INSTRUCTIONS FOR THE TASK:
If a line of the records contains the string "function", copy it out.

Data excerpts:
──────────

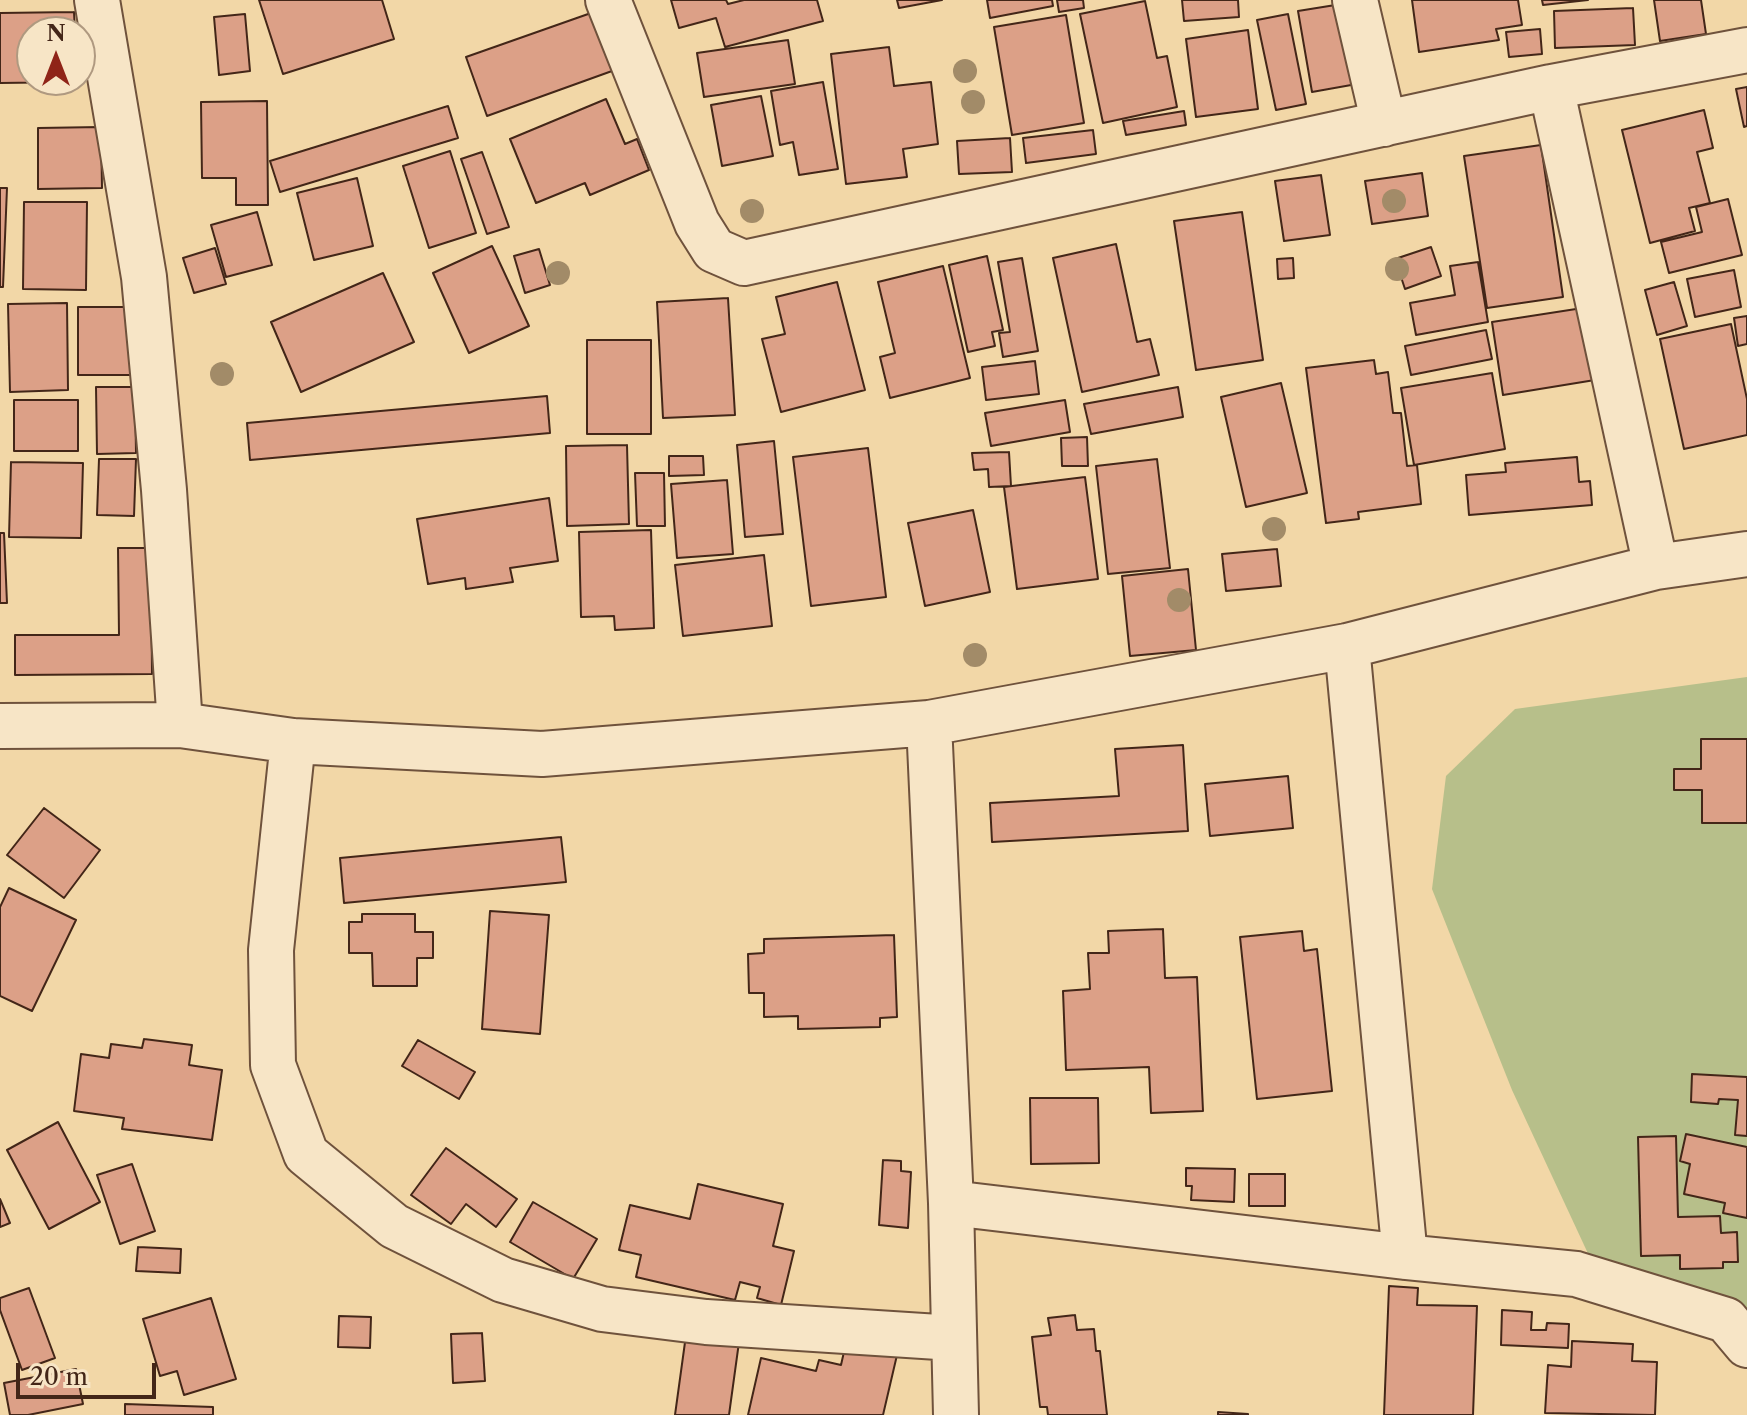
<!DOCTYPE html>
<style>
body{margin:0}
#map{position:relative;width:1747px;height:1415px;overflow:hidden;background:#f2d7a7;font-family:"Libre Caslon Text",serif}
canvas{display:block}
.north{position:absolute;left:16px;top:16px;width:80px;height:80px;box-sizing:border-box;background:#f7e5c6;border:2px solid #af9980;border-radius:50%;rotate:0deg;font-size:22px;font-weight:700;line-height:32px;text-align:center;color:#432618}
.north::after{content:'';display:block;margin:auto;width:28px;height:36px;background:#8f2418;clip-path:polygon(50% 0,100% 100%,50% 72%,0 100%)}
.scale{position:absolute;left:16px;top:1363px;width:140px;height:36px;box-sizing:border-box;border:4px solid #432618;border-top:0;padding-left:10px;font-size:24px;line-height:28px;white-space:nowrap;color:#432618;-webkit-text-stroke:6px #f7e5c6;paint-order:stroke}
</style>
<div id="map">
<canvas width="1747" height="1415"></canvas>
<div class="north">N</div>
<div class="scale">20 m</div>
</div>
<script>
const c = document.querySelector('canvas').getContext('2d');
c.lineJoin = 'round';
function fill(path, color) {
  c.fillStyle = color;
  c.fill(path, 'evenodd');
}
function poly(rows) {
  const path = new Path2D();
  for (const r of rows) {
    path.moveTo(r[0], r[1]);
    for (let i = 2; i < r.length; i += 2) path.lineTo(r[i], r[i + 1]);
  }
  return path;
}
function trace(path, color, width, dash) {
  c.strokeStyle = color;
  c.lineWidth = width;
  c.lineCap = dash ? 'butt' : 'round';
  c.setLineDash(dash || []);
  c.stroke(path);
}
const green = poly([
 [1747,677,1747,1318,1591,1260,1512,1090,1432,889,1446,776,1515,709]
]);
const building = poly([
 [259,0,382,0,394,39,283,74,259,0],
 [671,0,726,0,728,4,744,0,817,0,823,21,725,47,716,18,679,28,671,0],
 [897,0,942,0,899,8,897,0],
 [987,0,1052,0,1053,6,990,18,987,0],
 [1057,0,1083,0,1084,8,1059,12,1057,0],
 [1182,0,1238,0,1239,17,1184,21,1182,0],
 [1412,0,1518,0,1522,25,1496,29,1499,40,1419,52,1412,0],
 [1542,0,1588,0,1543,5,1542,0],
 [1654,0,1701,0,1706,34,1660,41,1654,0],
 [1145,1,1157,58,1167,56,1177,107,1103,123,1080,14,1145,1],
 [1354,2,1368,82,1312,92,1298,11,1354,2],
 [1633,8,1635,45,1555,48,1554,11,1633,8],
 [74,12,75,32,32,32,32,80,76,82,0,83,0,13,74,12],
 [591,13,612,71,487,116,466,57,591,13],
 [245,14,250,71,219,75,214,17,245,14],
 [1288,14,1306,104,1276,110,1257,20,1288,14],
 [1066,15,1084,123,1012,135,994,27,1066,15],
 [1540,29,1542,54,1509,57,1506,32,1540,29],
 [1248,30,1258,109,1196,117,1186,39,1248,30],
 [788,40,795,84,704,97,697,53,788,40],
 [889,47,894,86,931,82,938,144,903,149,907,177,846,184,831,54,889,47],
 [823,82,838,169,799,175,793,142,780,145,771,91,823,82],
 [1747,87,1747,126,1744,127,1736,89,1747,87],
 [761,96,773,156,722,166,711,105,761,96],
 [606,99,625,144,637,139,649,170,590,195,585,183,536,203,510,139,606,99],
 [267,101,268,205,236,205,236,178,202,178,201,102,267,101],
 [448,106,458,138,280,192,270,161,448,106],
 [1704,110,1713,148,1697,152,1710,203,1689,208,1695,231,1650,243,1622,130,1704,110],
 [1184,111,1186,125,1126,135,1123,121,1184,111],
 [101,127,102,188,38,189,38,128,101,127],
 [1093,130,1096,154,1026,163,1023,138,1093,130],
 [1010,138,1012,172,959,174,957,141,1010,138],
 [1541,145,1563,297,1487,308,1464,156,1541,145],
 [450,151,476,233,429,248,403,166,450,151],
 [482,152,509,227,487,234,461,159,482,152],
 [1422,173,1428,216,1372,224,1365,181,1422,173],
 [1321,175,1330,235,1284,241,1275,181,1321,175],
 [357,178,373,246,314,260,297,193,357,178],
 [0,188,7,188,3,287,0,287,0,188],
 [1728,199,1742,255,1669,273,1661,242,1702,232,1696,207,1728,199],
 [24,202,87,202,86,290,23,289,24,202],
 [257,212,272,265,226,277,211,225,257,212],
 [1242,212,1263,360,1196,370,1174,221,1242,212],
 [1116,244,1137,342,1150,339,1159,375,1082,392,1053,258,1116,244],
 [492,246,529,326,469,353,433,273,492,246],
 [1431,247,1441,276,1405,289,1395,259,1431,247],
 [215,248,226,284,194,293,183,258,215,248],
 [539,249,550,285,525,293,514,256,539,249],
 [987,256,1003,330,992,332,995,346,968,352,949,265,987,256],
 [1022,258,1038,351,1003,357,999,333,1010,332,998,262,1022,258],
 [1293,258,1294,278,1278,279,1277,259,1293,258],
 [1478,262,1488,322,1416,335,1410,303,1455,295,1450,266,1478,262],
 [943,266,970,378,890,398,880,357,895,353,878,282,943,266],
 [1734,270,1741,307,1695,317,1687,279,1734,270],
 [383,273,414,342,301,392,271,322,383,273],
 [837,282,865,390,781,412,762,339,785,334,776,297,837,282],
 [1674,282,1687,326,1657,335,1645,290,1674,282],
 [728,298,735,415,663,418,657,302,728,298],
 [67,303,68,390,10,392,8,304,67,303],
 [78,307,143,307,143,375,78,375,78,307],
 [1589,307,1601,379,1503,395,1492,322,1589,307],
 [1747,316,1747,344,1738,346,1734,318,1747,316],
 [1731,324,1747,399,1747,435,1684,449,1660,339,1731,324],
 [1486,330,1492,359,1411,375,1405,346,1486,330],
 [587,340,651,340,651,434,587,434,587,340],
 [1374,360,1376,374,1388,372,1393,413,1401,413,1407,466,1417,465,1421,504,1358,512,1359,519,1326,523,1306,368,1374,360],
 [1035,361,1039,394,986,400,982,367,1035,361],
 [1492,373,1505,449,1414,465,1401,388,1492,373],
 [1281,383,1307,493,1246,507,1221,397,1281,383],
 [96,387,135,387,136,453,97,454,96,387],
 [1178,387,1183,417,1091,434,1084,404,1178,387],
 [547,396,550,433,250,460,247,423,547,396],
 [14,400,78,400,78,451,14,451,14,400],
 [1065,400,1070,432,991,446,985,413,1065,400],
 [1087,437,1088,466,1062,466,1061,438,1087,437],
 [774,441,783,534,745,537,737,445,774,441],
 [627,445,629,524,567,526,566,446,627,445],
 [868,448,886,597,811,606,793,457,868,448],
 [1009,452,1011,486,989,487,988,469,974,470,972,453,1009,452],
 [669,456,703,456,704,475,669,476,669,456],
 [1577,457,1579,482,1590,481,1592,505,1469,515,1466,475,1506,472,1505,463,1577,457],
 [99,459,136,459,134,516,97,515,99,459],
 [1157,459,1170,568,1108,574,1096,466,1157,459],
 [11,462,83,463,81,538,9,537,11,462],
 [635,473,664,473,665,526,637,526,635,473],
 [1085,477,1098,579,1017,589,1004,487,1085,477],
 [727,480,733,554,677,558,671,484,727,480],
 [549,498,558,561,510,568,513,582,466,589,465,578,428,584,417,519,549,498],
 [973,510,990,592,925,606,908,523,973,510],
 [651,530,654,628,615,630,614,616,581,617,579,532,651,530],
 [0,533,4,533,7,603,0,603,0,533],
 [118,548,151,548,152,674,15,675,15,635,119,635,118,548],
 [1277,549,1281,586,1226,591,1222,554,1277,549],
 [764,555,772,626,683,636,675,565,764,555],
 [1188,569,1196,650,1130,656,1122,576,1188,569],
 [1701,739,1747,739,1747,823,1702,823,1702,790,1674,790,1674,769,1701,769,1701,739],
 [1183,745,1188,831,992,842,990,803,1119,796,1115,749,1183,745],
 [1288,776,1293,828,1210,836,1205,784,1288,776],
 [44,808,100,850,64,898,7,855,44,808],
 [561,837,566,882,344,903,340,858,561,837],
 [9,888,76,920,32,1011,0,996,0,907,9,888],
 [490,911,549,915,540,1034,482,1029,490,911],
 [362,914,415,914,415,932,433,932,433,958,417,958,417,986,373,986,372,953,349,953,349,922,362,922,362,914],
 [1163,929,1165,978,1197,977,1203,1111,1151,1113,1149,1067,1066,1070,1063,991,1090,989,1088,953,1109,953,1108,931,1163,929],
 [1302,931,1304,951,1317,949,1332,1091,1257,1099,1240,937,1302,931],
 [894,935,897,1017,880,1018,880,1027,798,1029,798,1016,764,1017,764,993,749,993,748,954,764,953,764,939,894,935],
 [144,1039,192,1045,189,1065,222,1070,212,1140,122,1129,124,1118,74,1111,81,1054,109,1058,111,1044,142,1048,144,1039],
 [418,1040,475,1072,459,1099,402,1066,418,1040],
 [1692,1074,1747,1077,1747,1136,1735,1135,1738,1100,1719,1099,1718,1104,1691,1102,1692,1074],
 [1030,1098,1098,1098,1099,1163,1031,1164,1030,1098],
 [58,1122,100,1202,49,1229,7,1150,58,1122],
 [1686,1134,1747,1147,1747,1218,1723,1213,1725,1203,1684,1194,1690,1164,1680,1161,1686,1134],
 [1676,1136,1678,1217,1720,1216,1721,1233,1737,1232,1738,1262,1723,1262,1723,1268,1680,1269,1680,1255,1641,1256,1638,1137,1676,1136],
 [446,1148,517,1199,496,1227,466,1204,451,1224,411,1195,446,1148],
 [883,1160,901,1161,901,1171,911,1172,908,1228,879,1225,883,1160],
 [132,1164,155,1231,120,1244,97,1175,132,1164],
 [1186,1168,1235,1169,1234,1202,1191,1200,1192,1186,1186,1186,1186,1168],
 [1249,1174,1285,1174,1285,1206,1249,1206,1249,1174],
 [698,1184,783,1204,773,1246,794,1251,781,1305,757,1298,760,1287,740,1282,735,1300,636,1277,641,1255,619,1250,630,1205,690,1219,698,1184],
 [0,1199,10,1223,0,1227,0,1199],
 [533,1202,597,1239,573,1279,510,1242,533,1202],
 [138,1247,181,1249,180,1273,136,1271,138,1247],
 [1389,1286,1418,1288,1417,1305,1477,1306,1473,1415,1384,1415,1389,1286],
 [29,1288,55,1358,22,1370,0,1310,0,1298,29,1288],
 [211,1298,236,1379,184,1395,177,1371,160,1376,143,1319,211,1298],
 [1502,1310,1532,1312,1531,1330,1546,1330,1547,1323,1569,1324,1568,1348,1501,1345,1502,1310],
 [1075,1315,1077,1330,1094,1329,1096,1351,1100,1351,1107,1415,1048,1415,1047,1407,1040,1407,1032,1337,1051,1335,1048,1318,1075,1315],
 [339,1316,371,1317,370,1348,338,1347,339,1316],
 [482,1333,485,1381,453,1383,451,1334,482,1333],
 [686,1335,739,1342,729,1415,675,1415,686,1335],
 [1572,1341,1633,1344,1632,1361,1657,1362,1655,1415,1545,1413,1548,1365,1571,1367,1572,1341],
 [846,1343,897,1355,883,1415,748,1415,761,1358,816,1371,819,1360,841,1365,846,1343],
 [76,1369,83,1404,28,1415,10,1415,4,1383,76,1369],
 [125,1404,213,1407,213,1415,125,1415,125,1404],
 [1218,1412,1248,1414,1248,1415,1218,1415,1218,1412]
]);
const street = poly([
 [97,0,144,277,164,490,180,725],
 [608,0,697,223,714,250,744,263,1551,87,1747,50],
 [1355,0,1384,124],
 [1551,87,1656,567],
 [1347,646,1405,1257],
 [929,723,951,1203,956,1415],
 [0,726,180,725,293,741,542,754,929,723,1347,646,1656,567,1747,554],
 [293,741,271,950,273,1065,306,1154,394,1226,503,1280,602,1309,706,1322,954,1338],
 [951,1203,1405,1257,1576,1274,1726,1320,1747,1345]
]);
const trees = [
 [965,71],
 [973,102],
 [1394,201],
 [752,211],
 [1397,269],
 [558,273],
 [222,374],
 [1274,529],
 [1179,600],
 [975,655]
];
fill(green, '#b7bf8a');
fill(building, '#dca087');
trace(building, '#432618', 2);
trace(street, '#6f523c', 48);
trace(street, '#f7e5c6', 44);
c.fillStyle = '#a28b68';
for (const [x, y] of trees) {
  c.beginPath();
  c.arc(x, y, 12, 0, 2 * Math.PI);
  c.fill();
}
</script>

──────────

EXERCISE SOLUTION:
function fill(path, color) {
function poly(rows) {
function trace(path, color, width, dash) {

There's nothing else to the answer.